0

Please consider the following code:

def readPath(path):
   content = None
   if os.path.isfile(path):
      f = open(path,"rb")
      content = f.read()
      f.close()
   return content

versus this one:

def readPath(path):
   content = None
   try:
      f = open(path,"rb")
      content = f.read()
      f.close()
   except:
     pass
   return content

Given that the def is called many (hundreds to thousands times) in succession, mostly with valid paths (that represent actual files on the file system) but sometimes with non existent paths, which version is more efficient? Is checking a condition prior to opening the file is slower than setting a try block?

vaultah
  • 44,105
  • 12
  • 114
  • 143
ACEGL
  • 149
  • 9

1 Answers1

6

Usually, the answer to "whichever to use, if or try", the answer is EAFP - it is easier to ask for forgiveness than permission, thus always prefer try over if. However, in this case, neither EAFP nor performance considerations shouldn't be reason to choose one over another. Instead you should choose the one that is correct.

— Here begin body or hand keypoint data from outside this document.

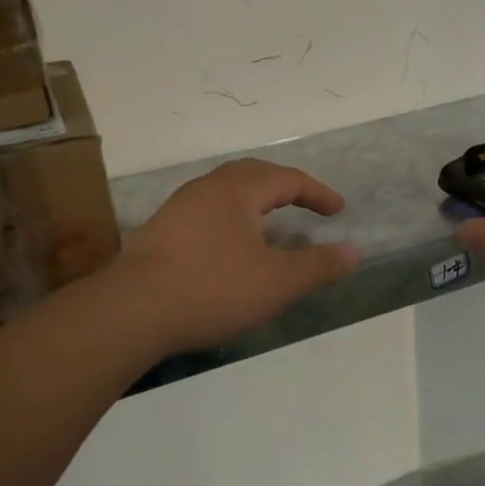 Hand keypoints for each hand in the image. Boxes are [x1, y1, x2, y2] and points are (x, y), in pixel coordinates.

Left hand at [120, 158, 360, 353]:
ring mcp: (179, 207)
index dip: (318, 193)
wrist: (130, 311)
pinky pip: (208, 210)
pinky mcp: (161, 231)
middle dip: (285, 186)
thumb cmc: (212, 288)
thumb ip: (318, 265)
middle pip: (254, 174)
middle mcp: (208, 187)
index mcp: (239, 189)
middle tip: (307, 203)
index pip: (288, 179)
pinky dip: (232, 217)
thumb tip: (354, 250)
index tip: (338, 211)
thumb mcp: (277, 282)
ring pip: (227, 191)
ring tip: (272, 222)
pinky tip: (231, 245)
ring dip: (256, 201) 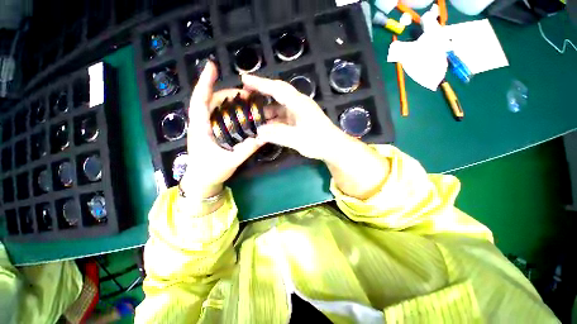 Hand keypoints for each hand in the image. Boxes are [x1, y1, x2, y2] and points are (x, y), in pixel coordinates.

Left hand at [180, 62, 262, 198]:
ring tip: (247, 102)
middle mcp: (200, 123)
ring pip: (215, 107)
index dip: (205, 82)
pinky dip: (230, 111)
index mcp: (200, 128)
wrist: (201, 181)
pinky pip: (219, 115)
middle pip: (211, 100)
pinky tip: (241, 113)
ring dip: (230, 101)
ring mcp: (205, 126)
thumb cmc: (210, 171)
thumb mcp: (231, 161)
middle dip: (228, 93)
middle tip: (248, 95)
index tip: (212, 66)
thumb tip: (264, 136)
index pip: (200, 100)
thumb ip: (247, 149)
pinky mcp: (210, 131)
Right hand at [242, 74, 345, 160]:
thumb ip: (277, 134)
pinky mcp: (299, 120)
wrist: (334, 147)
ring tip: (252, 114)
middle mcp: (298, 104)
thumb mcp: (297, 139)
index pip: (277, 88)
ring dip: (266, 110)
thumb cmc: (318, 141)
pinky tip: (266, 126)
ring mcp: (299, 112)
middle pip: (277, 94)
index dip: (260, 83)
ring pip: (279, 107)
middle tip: (245, 94)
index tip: (244, 78)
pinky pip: (283, 116)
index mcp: (299, 103)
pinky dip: (273, 120)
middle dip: (261, 92)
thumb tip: (258, 132) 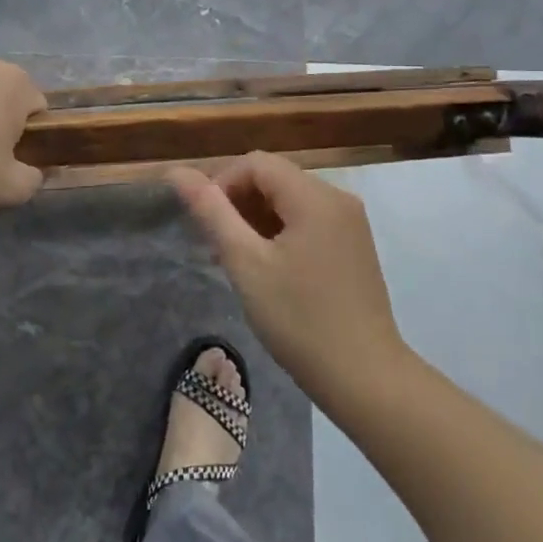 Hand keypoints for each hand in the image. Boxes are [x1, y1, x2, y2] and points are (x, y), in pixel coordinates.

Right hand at [170, 153, 405, 402]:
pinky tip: (268, 268)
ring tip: (237, 261)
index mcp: (315, 196)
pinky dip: (282, 232)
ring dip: (258, 219)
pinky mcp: (355, 245)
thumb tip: (177, 172)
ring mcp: (351, 222)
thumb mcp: (246, 264)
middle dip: (239, 203)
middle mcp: (338, 197)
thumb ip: (211, 212)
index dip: (222, 183)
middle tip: (216, 247)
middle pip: (275, 178)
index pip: (256, 163)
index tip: (204, 224)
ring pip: (291, 200)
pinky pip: (310, 220)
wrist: (365, 378)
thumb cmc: (299, 320) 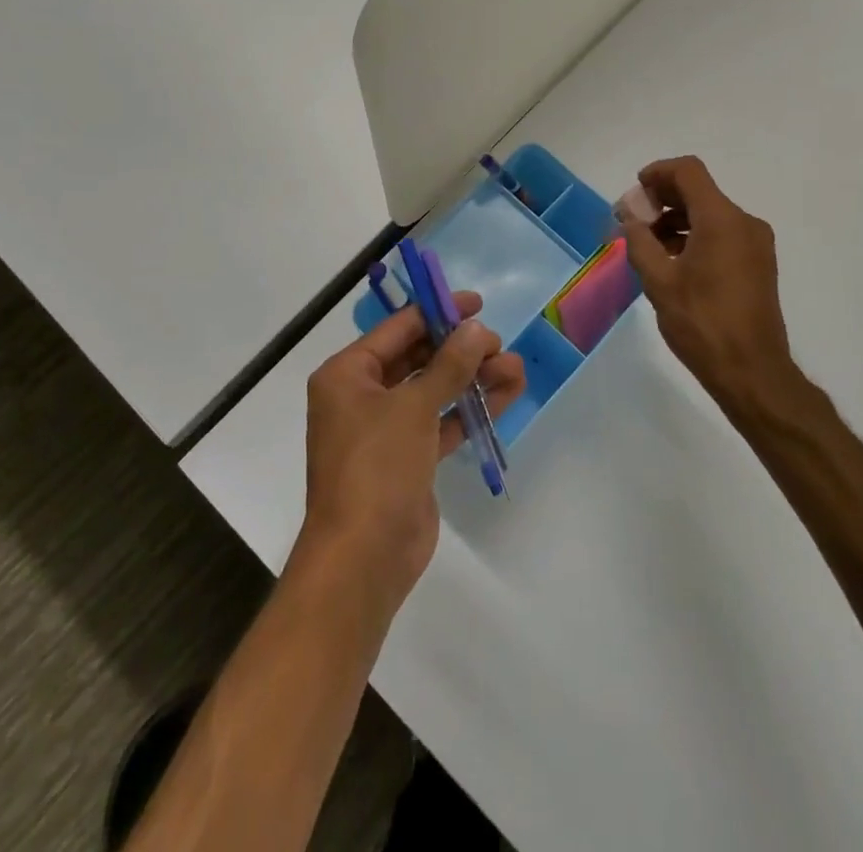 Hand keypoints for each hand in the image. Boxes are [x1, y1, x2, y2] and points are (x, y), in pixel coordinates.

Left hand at [297, 291, 524, 613]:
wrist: (364, 558)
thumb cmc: (377, 467)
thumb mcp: (413, 407)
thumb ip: (449, 364)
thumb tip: (477, 329)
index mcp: (347, 374)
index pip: (398, 328)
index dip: (438, 312)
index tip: (478, 304)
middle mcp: (362, 396)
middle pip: (418, 357)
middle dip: (460, 349)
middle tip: (499, 344)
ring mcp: (386, 429)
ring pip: (434, 390)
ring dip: (472, 378)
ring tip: (515, 368)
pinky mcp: (408, 458)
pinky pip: (441, 422)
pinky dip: (469, 409)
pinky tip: (507, 394)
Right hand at [620, 156, 813, 431]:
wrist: (752, 372)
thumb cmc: (701, 324)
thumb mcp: (659, 281)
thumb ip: (639, 241)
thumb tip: (627, 216)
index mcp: (722, 220)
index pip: (688, 172)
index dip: (657, 173)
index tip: (634, 192)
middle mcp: (744, 223)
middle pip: (699, 191)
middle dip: (662, 199)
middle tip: (633, 221)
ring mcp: (755, 244)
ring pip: (710, 214)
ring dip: (677, 220)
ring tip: (648, 246)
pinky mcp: (758, 263)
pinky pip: (722, 234)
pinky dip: (695, 236)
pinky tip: (673, 262)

Using isfile because it makes your code prone to race conditions. Suppose someone removes the file just after you called isfile and before you actually opened it - and you would get a spurious exception. However, there have been countless of security bugs because of code that first checks for existence, permissions, ownership or so on, of a file, and then open it - an attacker may change the file that the link is pointing to in between.

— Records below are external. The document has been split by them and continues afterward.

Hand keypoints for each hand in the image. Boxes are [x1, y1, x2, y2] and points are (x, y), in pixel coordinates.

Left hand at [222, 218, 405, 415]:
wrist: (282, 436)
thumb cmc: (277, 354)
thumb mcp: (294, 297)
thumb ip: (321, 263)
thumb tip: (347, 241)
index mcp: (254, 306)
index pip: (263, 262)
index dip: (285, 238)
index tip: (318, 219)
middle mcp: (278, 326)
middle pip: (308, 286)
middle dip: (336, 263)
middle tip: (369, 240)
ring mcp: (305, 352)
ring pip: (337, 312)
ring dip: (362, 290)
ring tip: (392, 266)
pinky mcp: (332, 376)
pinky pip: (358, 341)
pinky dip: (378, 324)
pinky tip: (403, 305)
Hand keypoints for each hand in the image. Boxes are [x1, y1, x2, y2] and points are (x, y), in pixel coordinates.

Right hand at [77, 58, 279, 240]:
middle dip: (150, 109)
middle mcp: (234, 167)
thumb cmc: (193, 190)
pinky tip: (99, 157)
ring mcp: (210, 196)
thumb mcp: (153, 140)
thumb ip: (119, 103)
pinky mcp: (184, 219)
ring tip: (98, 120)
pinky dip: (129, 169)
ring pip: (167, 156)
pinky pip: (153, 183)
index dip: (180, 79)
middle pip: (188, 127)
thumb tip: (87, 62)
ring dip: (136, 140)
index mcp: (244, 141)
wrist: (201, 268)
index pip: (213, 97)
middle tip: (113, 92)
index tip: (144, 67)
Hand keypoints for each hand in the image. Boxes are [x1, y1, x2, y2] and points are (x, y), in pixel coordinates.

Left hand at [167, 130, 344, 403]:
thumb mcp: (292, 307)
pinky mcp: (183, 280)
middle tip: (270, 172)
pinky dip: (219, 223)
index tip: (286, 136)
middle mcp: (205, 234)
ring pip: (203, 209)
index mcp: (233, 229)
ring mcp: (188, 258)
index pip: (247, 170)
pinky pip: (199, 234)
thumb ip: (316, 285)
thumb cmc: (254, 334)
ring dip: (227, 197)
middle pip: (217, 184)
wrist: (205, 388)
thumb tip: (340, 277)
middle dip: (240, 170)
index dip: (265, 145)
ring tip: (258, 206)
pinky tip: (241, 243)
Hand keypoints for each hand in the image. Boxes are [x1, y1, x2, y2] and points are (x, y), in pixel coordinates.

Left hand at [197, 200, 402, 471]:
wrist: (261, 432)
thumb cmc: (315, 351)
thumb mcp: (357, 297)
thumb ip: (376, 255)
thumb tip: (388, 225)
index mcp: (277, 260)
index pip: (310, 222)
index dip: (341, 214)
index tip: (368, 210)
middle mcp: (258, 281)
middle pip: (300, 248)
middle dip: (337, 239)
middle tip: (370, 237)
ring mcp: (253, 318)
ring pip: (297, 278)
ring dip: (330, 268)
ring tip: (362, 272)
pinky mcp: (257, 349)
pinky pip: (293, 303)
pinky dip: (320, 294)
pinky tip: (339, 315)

Furthermore, there are other reasons why open would fail than just the file not existing:

>>> os.path.isfile('/etc/shadow')
True
>>> open('/etc/shadow')
Traceback (most recent call last):
  File "<stdin>", line 1, in <module>
PermissionError: [Errno 13] Permission denied: '/etc/shadow'

isfile also amounts to an extra system call and that in itself is more expensive than catching an exception; just doing the system call alone makes the overhead of catching an exception minuscule in comparison. As you have stated that you expect most of the file names to actually exist, the time spent in isfile is just extra overhead.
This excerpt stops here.